Best Practices for Accurate Cost Basis Reporting
Keep a complete record for every lot. That means purchase date, acquisition cost, commissions, reinvested distributions, corporate actions, split adjustments, merger treatment, and sale date. If you own mutual funds, ETFs, or individual stocks, the lot-level record must survive account transfers and broker changes.
Match every sale to the correct lot selection method. FIFO, specific identification, average cost, and single-category methods produce different results, and the method used at sale must be the one reflected on the return. Investors who skip this step create a clean-looking return with the wrong tax math inside it.
Review your 1099-B before filing. Brokers report basis on many covered securities, but they do not always have complete information for older holdings, transferred positions, or assets acquired before reporting rules applied. When a form shows basis as unavailable or not reported, the taxpayer must supply the number. That is where prior statements and transfer records carry the filing.

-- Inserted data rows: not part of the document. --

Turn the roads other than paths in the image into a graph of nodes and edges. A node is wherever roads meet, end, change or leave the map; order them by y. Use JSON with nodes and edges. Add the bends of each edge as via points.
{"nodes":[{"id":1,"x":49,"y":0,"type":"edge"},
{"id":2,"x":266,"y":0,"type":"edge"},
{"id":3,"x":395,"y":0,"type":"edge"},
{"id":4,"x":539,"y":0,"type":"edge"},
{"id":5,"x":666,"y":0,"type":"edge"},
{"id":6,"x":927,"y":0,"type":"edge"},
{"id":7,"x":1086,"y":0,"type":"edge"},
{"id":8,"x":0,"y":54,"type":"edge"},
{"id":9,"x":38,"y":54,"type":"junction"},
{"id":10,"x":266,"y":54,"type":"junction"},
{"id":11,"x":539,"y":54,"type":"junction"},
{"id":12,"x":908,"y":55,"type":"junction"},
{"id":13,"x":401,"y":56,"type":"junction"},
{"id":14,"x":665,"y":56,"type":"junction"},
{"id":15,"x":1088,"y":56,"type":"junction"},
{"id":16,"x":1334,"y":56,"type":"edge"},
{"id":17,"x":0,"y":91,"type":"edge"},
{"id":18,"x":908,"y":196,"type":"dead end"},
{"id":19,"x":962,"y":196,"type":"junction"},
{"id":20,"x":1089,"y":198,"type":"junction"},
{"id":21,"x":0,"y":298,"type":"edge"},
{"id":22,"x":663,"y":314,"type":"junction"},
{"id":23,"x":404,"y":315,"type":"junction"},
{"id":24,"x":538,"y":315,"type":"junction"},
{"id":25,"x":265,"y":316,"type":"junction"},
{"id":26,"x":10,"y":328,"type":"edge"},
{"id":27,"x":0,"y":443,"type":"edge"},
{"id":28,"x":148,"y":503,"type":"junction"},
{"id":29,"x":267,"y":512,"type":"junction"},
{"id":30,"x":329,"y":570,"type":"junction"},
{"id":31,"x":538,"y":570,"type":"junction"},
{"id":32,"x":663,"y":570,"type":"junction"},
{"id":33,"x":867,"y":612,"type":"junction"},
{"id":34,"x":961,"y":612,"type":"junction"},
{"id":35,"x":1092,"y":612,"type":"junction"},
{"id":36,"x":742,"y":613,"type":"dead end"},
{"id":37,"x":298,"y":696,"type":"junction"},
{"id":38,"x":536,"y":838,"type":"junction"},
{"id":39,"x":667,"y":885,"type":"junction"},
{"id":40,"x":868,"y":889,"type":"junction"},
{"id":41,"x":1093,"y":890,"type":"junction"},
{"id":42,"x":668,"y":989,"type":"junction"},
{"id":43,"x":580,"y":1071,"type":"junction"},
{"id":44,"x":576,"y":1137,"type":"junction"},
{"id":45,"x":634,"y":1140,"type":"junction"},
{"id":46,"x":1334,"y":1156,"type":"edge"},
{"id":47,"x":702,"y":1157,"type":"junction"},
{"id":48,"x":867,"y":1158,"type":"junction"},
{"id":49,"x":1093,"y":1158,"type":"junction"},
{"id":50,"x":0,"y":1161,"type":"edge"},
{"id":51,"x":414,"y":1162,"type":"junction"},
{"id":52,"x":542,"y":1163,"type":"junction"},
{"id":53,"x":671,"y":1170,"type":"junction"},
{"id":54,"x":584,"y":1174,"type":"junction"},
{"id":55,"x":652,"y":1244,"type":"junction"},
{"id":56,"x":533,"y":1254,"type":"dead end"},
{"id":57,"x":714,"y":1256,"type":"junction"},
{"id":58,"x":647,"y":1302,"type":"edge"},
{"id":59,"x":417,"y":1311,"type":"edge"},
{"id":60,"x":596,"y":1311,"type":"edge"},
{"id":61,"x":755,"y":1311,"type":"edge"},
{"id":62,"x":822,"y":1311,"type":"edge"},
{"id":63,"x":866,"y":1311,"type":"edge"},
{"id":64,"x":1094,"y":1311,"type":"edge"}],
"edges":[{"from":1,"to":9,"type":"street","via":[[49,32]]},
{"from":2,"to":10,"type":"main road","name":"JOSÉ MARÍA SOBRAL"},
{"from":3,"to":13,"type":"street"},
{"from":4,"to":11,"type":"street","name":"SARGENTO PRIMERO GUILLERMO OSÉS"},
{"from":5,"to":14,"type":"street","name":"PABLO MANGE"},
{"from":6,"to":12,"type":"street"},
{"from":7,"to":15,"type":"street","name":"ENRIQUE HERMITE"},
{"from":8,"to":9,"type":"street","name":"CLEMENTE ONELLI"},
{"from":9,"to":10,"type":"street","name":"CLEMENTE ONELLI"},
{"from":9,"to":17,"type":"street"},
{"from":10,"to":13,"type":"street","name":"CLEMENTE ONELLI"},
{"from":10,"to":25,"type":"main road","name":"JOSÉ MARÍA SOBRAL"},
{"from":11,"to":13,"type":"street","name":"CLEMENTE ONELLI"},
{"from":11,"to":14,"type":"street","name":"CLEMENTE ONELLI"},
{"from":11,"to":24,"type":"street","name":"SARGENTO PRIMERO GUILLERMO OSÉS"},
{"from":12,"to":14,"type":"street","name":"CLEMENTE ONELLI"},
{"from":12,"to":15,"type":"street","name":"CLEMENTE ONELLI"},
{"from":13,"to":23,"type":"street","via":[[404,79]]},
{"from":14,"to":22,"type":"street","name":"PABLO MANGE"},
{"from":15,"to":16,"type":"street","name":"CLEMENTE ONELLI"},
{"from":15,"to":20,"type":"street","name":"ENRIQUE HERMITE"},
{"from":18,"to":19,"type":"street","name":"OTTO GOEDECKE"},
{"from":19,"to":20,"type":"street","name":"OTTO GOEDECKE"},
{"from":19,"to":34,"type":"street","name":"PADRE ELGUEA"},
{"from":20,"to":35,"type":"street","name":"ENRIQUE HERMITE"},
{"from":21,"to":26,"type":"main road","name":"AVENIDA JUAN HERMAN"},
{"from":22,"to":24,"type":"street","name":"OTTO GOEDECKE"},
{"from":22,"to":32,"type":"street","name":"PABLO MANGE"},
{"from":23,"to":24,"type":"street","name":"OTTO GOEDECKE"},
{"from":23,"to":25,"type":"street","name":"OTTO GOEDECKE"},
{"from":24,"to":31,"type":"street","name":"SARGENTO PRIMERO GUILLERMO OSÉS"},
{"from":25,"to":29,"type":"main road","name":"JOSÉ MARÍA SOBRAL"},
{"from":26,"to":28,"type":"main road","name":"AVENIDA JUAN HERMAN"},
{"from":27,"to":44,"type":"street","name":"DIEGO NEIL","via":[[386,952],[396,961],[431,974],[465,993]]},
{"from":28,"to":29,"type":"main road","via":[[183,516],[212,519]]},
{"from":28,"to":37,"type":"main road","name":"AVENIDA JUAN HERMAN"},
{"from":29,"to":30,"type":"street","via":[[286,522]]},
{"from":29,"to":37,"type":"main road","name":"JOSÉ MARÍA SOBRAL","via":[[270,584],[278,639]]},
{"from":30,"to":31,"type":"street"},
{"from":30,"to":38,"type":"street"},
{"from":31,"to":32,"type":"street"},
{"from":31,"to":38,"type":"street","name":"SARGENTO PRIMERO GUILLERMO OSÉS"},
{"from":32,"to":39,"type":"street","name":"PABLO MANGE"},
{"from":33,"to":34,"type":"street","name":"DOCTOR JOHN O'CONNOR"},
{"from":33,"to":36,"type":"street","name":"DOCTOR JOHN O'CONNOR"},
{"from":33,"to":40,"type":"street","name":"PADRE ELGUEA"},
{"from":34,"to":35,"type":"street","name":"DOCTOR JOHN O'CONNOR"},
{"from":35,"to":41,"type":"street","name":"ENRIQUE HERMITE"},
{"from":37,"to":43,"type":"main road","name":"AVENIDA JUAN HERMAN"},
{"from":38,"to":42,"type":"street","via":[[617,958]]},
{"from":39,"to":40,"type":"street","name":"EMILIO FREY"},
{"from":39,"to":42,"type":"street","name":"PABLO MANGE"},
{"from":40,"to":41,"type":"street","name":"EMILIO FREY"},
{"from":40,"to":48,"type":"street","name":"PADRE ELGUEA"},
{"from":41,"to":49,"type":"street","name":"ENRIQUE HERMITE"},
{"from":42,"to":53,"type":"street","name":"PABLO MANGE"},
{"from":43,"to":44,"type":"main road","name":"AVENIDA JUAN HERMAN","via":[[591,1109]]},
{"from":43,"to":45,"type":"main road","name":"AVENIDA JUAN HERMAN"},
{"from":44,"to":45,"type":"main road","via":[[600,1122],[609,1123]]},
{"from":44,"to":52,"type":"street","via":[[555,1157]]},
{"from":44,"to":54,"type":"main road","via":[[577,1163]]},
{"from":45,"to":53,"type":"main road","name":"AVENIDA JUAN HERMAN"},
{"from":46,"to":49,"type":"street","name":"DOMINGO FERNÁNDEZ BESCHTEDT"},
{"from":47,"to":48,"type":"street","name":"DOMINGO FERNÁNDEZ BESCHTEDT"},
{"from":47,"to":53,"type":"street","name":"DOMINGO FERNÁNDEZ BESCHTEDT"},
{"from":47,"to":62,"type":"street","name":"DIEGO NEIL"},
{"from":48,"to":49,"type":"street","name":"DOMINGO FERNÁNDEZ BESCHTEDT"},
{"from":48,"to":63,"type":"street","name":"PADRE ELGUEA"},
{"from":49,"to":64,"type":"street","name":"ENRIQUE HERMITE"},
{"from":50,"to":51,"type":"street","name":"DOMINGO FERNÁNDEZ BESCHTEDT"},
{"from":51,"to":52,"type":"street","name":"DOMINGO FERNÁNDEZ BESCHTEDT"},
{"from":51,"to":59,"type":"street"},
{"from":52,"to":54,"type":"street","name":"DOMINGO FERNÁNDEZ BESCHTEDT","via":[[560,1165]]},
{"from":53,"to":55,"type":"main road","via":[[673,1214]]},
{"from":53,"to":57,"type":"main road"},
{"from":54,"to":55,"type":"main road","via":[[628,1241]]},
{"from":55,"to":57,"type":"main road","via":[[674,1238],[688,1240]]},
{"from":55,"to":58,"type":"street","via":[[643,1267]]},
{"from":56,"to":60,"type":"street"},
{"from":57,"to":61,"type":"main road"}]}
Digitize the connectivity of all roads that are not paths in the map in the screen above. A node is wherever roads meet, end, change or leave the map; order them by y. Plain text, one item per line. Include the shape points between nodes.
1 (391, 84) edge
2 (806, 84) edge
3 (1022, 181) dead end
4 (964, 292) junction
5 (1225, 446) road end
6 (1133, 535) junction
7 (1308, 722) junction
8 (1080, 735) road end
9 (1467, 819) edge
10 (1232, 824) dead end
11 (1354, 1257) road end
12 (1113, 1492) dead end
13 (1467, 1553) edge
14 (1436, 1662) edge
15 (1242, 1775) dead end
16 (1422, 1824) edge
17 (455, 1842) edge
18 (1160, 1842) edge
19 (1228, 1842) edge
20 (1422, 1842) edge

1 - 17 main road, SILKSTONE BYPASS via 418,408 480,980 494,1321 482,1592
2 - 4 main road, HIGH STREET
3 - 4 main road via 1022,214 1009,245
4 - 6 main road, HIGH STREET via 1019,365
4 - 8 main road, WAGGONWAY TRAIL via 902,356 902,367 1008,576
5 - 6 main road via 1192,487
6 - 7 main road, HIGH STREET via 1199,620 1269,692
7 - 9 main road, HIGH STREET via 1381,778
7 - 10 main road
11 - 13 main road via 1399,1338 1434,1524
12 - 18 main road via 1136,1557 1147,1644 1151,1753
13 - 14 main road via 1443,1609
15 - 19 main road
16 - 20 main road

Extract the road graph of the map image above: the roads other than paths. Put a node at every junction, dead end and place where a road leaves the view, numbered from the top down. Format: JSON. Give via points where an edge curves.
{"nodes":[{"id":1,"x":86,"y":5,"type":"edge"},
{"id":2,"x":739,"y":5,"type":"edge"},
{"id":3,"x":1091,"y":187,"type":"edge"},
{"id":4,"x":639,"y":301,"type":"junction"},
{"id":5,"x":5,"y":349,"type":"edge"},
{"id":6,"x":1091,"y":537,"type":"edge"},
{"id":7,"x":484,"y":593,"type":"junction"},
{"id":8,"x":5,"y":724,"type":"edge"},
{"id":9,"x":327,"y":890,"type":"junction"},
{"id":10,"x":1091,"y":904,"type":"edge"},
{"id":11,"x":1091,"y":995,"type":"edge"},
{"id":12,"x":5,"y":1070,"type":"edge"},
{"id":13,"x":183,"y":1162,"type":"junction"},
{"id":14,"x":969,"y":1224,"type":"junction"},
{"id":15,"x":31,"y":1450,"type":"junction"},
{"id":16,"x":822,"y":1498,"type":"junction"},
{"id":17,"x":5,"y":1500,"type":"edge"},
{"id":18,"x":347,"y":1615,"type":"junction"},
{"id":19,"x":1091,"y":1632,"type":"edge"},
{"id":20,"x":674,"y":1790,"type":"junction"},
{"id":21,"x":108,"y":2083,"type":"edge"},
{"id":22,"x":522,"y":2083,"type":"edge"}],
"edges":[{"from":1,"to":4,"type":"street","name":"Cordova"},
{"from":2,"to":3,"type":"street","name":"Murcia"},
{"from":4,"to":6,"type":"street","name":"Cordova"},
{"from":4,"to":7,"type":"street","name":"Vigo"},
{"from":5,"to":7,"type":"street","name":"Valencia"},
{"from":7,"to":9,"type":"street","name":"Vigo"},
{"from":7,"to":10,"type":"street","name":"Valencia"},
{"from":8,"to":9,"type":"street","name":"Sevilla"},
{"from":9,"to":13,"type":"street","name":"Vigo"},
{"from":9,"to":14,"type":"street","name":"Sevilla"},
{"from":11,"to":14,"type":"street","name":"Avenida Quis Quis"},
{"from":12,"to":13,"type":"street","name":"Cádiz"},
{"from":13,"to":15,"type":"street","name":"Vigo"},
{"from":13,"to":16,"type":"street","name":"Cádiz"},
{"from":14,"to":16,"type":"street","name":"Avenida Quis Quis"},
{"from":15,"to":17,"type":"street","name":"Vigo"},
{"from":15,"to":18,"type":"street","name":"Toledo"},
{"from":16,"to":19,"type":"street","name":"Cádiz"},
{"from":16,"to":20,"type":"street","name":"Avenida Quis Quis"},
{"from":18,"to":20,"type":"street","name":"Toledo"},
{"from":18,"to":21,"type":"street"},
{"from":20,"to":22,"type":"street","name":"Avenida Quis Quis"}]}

Crypto records need even tighter control because transactions can come from several platforms and wallets. Keep screenshots, exports, wallet addresses, transaction hashes, and U.S. Dollar valuations at the time of each taxable event. Missing one leg of a transfer is enough to distort basis and produce a filing that does not reconcile.
- Save trade confirmations, monthly statements, and year-end tax forms together.
- Track corporate actions separately instead of folding them into a single average.
- Reconcile brokerage-reported basis against your own records before filing.
- Keep documentation for inherited assets, gifted assets, and transferred positions.
- Store digital asset transaction logs with the same discipline as stock records.
Accuracy also depends on filing software and review habits. Imports from broker platforms reduce transcription errors, but they do not fix bad source data. The filer still has to verify that the imported lots, sale dates, and adjustments match the supporting documents.
When the records are incomplete, the correct move is to rebuild the history before filing rather than estimate. That applies to individual stocks, mutual funds, options exercises, spin-offs, and digital assets alike. A rough basis number now creates a notice later, and the letter is harder to unwind than the filing was to prepare.
Accurate basis reporting protects the return from the mismatch cycle that produces IRS correspondence: bad records create bad numbers, bad numbers trigger notices, and notices demand the records you should have kept from the start. Clean lot tracking, broker reconciliation, and careful handling of digital asset transactions keep the filing aligned with the IRS data the first time.
FAQs
What should I do if I receive an IRS letter about a cost basis error?
Review the notice line by line, compare it with your brokerage statements and trade confirmations, and gather the documents that support your basis calculation. Respond within the stated deadline. If the notice involves multiple sales, transferred holdings, or digital assets, a tax professional helps organize the response and reduce the chance of a second mismatch.
Are there penalties for cost basis errors reported to the IRS?
Yes. Incorrect basis reporting can lead to additional tax, interest on underpaid amounts, and accuracy-related penalties when the mistake changes your tax liability. The fastest way to limit exposure is to correct the filing as soon as the error is identified and provide documentation that supports the revised number.